[WHAT YOU NEED TO DO]
Say how many lines in the material below hold the word "lane", and say nothing else.

[GIVEN RECORDS]
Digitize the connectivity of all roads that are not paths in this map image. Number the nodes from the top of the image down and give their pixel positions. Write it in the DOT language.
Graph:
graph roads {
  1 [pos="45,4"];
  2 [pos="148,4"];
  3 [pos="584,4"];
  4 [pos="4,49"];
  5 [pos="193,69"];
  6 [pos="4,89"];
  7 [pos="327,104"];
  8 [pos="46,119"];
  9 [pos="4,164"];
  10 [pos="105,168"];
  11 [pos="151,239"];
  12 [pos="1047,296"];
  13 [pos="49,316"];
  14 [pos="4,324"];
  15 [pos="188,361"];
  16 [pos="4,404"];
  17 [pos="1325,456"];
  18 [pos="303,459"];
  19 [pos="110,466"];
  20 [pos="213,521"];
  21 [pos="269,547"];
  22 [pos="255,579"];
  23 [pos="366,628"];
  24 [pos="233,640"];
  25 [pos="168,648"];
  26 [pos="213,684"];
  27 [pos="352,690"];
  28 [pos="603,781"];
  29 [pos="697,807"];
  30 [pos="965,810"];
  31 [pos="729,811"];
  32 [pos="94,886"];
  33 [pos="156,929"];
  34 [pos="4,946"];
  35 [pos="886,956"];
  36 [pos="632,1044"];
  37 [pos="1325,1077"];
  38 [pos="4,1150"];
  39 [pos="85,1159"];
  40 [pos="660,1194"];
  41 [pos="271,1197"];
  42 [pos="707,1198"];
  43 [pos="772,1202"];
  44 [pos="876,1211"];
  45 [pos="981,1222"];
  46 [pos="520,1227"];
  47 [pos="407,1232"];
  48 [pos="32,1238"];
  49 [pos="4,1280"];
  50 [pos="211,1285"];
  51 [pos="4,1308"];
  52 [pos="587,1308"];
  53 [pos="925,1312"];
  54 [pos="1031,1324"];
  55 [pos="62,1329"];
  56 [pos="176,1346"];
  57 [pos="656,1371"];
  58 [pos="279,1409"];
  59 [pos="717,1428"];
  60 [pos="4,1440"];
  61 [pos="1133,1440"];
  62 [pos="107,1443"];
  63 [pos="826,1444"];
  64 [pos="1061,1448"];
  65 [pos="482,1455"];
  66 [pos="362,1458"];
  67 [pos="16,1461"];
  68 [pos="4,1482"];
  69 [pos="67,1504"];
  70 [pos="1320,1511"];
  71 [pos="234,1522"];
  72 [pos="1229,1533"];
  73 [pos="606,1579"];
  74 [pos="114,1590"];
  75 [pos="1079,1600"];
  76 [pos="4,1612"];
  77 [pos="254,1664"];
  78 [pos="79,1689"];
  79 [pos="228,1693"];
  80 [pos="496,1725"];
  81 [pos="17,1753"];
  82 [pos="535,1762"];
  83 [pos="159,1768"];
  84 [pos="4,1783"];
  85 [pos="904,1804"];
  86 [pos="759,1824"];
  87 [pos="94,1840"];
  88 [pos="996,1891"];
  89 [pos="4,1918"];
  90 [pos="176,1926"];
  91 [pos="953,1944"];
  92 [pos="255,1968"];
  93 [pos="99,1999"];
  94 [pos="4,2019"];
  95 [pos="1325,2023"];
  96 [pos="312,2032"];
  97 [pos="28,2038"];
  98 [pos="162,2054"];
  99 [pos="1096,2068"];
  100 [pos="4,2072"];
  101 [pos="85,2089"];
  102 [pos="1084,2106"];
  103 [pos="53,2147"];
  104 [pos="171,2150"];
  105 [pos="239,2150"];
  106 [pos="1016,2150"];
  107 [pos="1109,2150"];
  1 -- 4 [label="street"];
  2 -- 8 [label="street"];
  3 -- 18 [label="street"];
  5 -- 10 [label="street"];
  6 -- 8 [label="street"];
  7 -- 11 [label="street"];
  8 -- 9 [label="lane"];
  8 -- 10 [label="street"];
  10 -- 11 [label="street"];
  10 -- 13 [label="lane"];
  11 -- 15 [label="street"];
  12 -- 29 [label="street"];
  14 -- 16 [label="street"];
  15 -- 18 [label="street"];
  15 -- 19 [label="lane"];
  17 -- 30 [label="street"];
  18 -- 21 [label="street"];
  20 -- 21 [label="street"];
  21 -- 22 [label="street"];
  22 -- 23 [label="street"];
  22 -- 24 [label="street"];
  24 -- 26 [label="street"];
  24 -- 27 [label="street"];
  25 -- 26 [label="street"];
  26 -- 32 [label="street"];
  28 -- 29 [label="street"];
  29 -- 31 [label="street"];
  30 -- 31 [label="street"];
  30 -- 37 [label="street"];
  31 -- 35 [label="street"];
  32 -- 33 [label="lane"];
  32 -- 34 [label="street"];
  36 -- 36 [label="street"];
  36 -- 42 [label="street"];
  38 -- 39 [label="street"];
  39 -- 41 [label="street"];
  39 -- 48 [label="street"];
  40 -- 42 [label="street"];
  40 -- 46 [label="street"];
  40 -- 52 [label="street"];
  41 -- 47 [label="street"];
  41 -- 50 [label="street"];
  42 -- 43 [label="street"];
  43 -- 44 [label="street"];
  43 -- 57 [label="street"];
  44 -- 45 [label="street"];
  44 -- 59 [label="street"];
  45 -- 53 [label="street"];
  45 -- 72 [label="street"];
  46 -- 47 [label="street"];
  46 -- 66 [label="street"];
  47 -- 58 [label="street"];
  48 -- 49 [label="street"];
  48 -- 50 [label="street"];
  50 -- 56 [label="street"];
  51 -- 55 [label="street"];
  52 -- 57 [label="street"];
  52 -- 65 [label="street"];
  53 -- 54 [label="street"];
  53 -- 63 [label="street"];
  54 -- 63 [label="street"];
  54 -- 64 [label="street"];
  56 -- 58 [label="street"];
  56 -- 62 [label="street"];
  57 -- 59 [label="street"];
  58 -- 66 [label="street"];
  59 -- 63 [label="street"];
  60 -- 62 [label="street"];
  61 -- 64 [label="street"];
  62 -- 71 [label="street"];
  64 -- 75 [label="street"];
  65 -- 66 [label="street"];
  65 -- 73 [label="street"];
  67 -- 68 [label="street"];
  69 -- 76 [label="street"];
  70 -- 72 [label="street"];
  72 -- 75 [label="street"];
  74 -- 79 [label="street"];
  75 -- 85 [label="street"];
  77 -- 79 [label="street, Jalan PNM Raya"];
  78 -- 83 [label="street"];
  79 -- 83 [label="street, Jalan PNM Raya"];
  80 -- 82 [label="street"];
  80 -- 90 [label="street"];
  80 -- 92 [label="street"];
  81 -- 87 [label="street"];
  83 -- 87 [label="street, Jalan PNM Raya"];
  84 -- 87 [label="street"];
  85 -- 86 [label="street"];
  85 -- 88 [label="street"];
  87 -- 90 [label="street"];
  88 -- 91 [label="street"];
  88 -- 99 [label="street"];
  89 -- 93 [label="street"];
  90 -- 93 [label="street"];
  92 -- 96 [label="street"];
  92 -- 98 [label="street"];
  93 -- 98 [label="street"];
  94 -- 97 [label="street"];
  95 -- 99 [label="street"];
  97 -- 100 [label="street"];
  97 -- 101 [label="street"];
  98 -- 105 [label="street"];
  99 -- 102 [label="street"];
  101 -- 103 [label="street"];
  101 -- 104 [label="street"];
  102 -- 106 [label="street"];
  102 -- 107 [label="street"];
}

[REPLY]
4